Problem ▸
Print the whole listing exactly.

Input material Start Marker

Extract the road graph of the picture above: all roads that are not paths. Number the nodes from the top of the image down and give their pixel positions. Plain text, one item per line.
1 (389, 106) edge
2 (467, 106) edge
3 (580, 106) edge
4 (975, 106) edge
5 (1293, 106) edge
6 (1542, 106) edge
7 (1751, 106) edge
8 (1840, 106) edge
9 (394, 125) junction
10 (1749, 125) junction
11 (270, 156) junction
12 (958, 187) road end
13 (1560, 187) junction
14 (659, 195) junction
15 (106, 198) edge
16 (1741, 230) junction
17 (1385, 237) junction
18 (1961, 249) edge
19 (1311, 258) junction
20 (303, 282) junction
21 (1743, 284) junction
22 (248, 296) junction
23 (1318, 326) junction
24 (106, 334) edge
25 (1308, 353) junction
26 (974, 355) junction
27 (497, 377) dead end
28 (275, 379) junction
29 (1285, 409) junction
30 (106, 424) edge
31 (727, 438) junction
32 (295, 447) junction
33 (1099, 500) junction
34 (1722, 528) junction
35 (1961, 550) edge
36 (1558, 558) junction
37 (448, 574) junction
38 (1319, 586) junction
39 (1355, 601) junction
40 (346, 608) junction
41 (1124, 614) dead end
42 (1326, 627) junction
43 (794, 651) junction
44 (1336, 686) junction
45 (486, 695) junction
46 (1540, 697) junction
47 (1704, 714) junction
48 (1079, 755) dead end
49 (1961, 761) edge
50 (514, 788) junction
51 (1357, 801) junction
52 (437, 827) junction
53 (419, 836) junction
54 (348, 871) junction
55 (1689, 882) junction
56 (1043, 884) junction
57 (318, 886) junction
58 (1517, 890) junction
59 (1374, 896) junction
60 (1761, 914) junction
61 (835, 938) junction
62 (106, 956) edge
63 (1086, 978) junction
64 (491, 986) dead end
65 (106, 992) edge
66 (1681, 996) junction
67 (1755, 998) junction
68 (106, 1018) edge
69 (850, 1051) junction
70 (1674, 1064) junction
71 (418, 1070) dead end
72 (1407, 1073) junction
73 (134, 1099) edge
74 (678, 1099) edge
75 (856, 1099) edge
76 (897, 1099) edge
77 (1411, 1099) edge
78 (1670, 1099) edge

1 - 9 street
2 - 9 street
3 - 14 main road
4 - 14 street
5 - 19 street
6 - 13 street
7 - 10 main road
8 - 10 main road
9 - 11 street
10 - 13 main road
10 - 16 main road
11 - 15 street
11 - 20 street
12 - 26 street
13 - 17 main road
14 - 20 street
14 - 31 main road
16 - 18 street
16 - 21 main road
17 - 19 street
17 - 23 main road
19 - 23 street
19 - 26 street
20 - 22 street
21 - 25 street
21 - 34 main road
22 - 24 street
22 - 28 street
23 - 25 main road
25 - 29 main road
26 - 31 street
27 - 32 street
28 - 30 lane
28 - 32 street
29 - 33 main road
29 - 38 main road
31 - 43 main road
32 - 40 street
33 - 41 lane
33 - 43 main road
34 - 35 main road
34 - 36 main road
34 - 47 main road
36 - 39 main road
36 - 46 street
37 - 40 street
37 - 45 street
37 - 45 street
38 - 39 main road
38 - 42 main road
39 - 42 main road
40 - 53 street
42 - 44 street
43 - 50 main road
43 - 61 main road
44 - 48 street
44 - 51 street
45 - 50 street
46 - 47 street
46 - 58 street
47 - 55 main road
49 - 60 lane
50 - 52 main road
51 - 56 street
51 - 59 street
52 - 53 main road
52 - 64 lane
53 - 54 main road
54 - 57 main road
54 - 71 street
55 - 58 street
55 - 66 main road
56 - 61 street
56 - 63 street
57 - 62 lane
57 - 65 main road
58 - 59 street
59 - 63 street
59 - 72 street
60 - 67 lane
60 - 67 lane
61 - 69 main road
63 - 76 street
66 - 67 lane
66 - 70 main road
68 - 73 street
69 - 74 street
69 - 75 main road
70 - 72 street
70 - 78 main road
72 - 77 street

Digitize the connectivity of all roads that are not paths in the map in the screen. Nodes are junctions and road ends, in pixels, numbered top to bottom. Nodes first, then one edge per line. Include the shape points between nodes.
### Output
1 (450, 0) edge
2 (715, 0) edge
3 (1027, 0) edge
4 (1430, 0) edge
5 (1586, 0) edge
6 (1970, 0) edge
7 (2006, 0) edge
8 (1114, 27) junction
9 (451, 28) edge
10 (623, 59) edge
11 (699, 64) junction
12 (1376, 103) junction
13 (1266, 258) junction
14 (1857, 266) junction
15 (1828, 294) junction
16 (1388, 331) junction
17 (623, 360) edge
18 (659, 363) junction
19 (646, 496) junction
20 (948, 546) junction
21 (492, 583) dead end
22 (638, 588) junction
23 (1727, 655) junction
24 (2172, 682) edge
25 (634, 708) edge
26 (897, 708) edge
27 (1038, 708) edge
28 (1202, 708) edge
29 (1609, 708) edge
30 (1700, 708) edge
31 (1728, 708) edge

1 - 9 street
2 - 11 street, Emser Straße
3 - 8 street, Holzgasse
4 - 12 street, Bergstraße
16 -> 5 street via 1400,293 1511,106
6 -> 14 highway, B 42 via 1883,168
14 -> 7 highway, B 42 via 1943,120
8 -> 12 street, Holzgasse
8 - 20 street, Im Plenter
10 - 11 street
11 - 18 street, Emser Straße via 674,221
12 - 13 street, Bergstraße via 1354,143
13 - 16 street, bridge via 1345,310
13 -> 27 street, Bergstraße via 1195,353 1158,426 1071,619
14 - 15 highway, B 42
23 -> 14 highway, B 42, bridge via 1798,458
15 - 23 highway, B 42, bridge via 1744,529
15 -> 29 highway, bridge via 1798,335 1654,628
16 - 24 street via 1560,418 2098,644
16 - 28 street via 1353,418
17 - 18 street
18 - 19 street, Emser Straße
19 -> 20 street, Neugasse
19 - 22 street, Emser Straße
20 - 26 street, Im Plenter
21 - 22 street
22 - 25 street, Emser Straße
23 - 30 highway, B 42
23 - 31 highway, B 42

Input material End Marker

Exercise answer ▸
Extract the road graph of the picture above: all roads that are not paths. Number the nodes from the top of the image down and give their pixel positions. Plain text, one item per line.
1 (389, 106) edge
2 (467, 106) edge
3 (580, 106) edge
4 (975, 106) edge
5 (1293, 106) edge
6 (1542, 106) edge
7 (1751, 106) edge
8 (1840, 106) edge
9 (394, 125) junction
10 (1749, 125) junction
11 (270, 156) junction
12 (958, 187) road end
13 (1560, 187) junction
14 (659, 195) junction
15 (106, 198) edge
16 (1741, 230) junction
17 (1385, 237) junction
18 (1961, 249) edge
19 (1311, 258) junction
20 (303, 282) junction
21 (1743, 284) junction
22 (248, 296) junction
23 (1318, 326) junction
24 (106, 334) edge
25 (1308, 353) junction
26 (974, 355) junction
27 (497, 377) dead end
28 (275, 379) junction
29 (1285, 409) junction
30 (106, 424) edge
31 (727, 438) junction
32 (295, 447) junction
33 (1099, 500) junction
34 (1722, 528) junction
35 (1961, 550) edge
36 (1558, 558) junction
37 (448, 574) junction
38 (1319, 586) junction
39 (1355, 601) junction
40 (346, 608) junction
41 (1124, 614) dead end
42 (1326, 627) junction
43 (794, 651) junction
44 (1336, 686) junction
45 (486, 695) junction
46 (1540, 697) junction
47 (1704, 714) junction
48 (1079, 755) dead end
49 (1961, 761) edge
50 (514, 788) junction
51 (1357, 801) junction
52 (437, 827) junction
53 (419, 836) junction
54 (348, 871) junction
55 (1689, 882) junction
56 (1043, 884) junction
57 (318, 886) junction
58 (1517, 890) junction
59 (1374, 896) junction
60 (1761, 914) junction
61 (835, 938) junction
62 (106, 956) edge
63 (1086, 978) junction
64 (491, 986) dead end
65 (106, 992) edge
66 (1681, 996) junction
67 (1755, 998) junction
68 (106, 1018) edge
69 (850, 1051) junction
70 (1674, 1064) junction
71 (418, 1070) dead end
72 (1407, 1073) junction
73 (134, 1099) edge
74 (678, 1099) edge
75 (856, 1099) edge
76 (897, 1099) edge
77 (1411, 1099) edge
78 (1670, 1099) edge

1 - 9 street
2 - 9 street
3 - 14 main road
4 - 14 street
5 - 19 street
6 - 13 street
7 - 10 main road
8 - 10 main road
9 - 11 street
10 - 13 main road
10 - 16 main road
11 - 15 street
11 - 20 street
12 - 26 street
13 - 17 main road
14 - 20 street
14 - 31 main road
16 - 18 street
16 - 21 main road
17 - 19 street
17 - 23 main road
19 - 23 street
19 - 26 street
20 - 22 street
21 - 25 street
21 - 34 main road
22 - 24 street
22 - 28 street
23 - 25 main road
25 - 29 main road
26 - 31 street
27 - 32 street
28 - 30 lane
28 - 32 street
29 - 33 main road
29 - 38 main road
31 - 43 main road
32 - 40 street
33 - 41 lane
33 - 43 main road
34 - 35 main road
34 - 36 main road
34 - 47 main road
36 - 39 main road
36 - 46 street
37 - 40 street
37 - 45 street
37 - 45 street
38 - 39 main road
38 - 42 main road
39 - 42 main road
40 - 53 street
42 - 44 street
43 - 50 main road
43 - 61 main road
44 - 48 street
44 - 51 street
45 - 50 street
46 - 47 street
46 - 58 street
47 - 55 main road
49 - 60 lane
50 - 52 main road
51 - 56 street
51 - 59 street
52 - 53 main road
52 - 64 lane
53 - 54 main road
54 - 57 main road
54 - 71 street
55 - 58 street
55 - 66 main road
56 - 61 street
56 - 63 street
57 - 62 lane
57 - 65 main road
58 - 59 street
59 - 63 street
59 - 72 street
60 - 67 lane
60 - 67 lane
61 - 69 main road
63 - 76 street
66 - 67 lane
66 - 70 main road
68 - 73 street
69 - 74 street
69 - 75 main road
70 - 72 street
70 - 78 main road
72 - 77 street

Digitize the connectivity of all roads that are not paths in the map in the screen. Nodes are junctions and road ends, in pixels, numbered top to bottom. Nodes first, then one edge per line. Include the shape points between nodes.
### Output
1 (450, 0) edge
2 (715, 0) edge
3 (1027, 0) edge
4 (1430, 0) edge
5 (1586, 0) edge
6 (1970, 0) edge
7 (2006, 0) edge
8 (1114, 27) junction
9 (451, 28) edge
10 (623, 59) edge
11 (699, 64) junction
12 (1376, 103) junction
13 (1266, 258) junction
14 (1857, 266) junction
15 (1828, 294) junction
16 (1388, 331) junction
17 (623, 360) edge
18 (659, 363) junction
19 (646, 496) junction
20 (948, 546) junction
21 (492, 583) dead end
22 (638, 588) junction
23 (1727, 655) junction
24 (2172, 682) edge
25 (634, 708) edge
26 (897, 708) edge
27 (1038, 708) edge
28 (1202, 708) edge
29 (1609, 708) edge
30 (1700, 708) edge
31 (1728, 708) edge

1 - 9 street
2 - 11 street, Emser Straße
3 - 8 street, Holzgasse
4 - 12 street, Bergstraße
16 -> 5 street via 1400,293 1511,106
6 -> 14 highway, B 42 via 1883,168
14 -> 7 highway, B 42 via 1943,120
8 -> 12 street, Holzgasse
8 - 20 street, Im Plenter
10 - 11 street
11 - 18 street, Emser Straße via 674,221
12 - 13 street, Bergstraße via 1354,143
13 - 16 street, bridge via 1345,310
13 -> 27 street, Bergstraße via 1195,353 1158,426 1071,619
14 - 15 highway, B 42
23 -> 14 highway, B 42, bridge via 1798,458
15 - 23 highway, B 42, bridge via 1744,529
15 -> 29 highway, bridge via 1798,335 1654,628
16 - 24 street via 1560,418 2098,644
16 - 28 street via 1353,418
17 - 18 street
18 - 19 street, Emser Straße
19 -> 20 street, Neugasse
19 - 22 street, Emser Straße
20 - 26 street, Im Plenter
21 - 22 street
22 - 25 street, Emser Straße
23 - 30 highway, B 42
23 - 31 highway, B 42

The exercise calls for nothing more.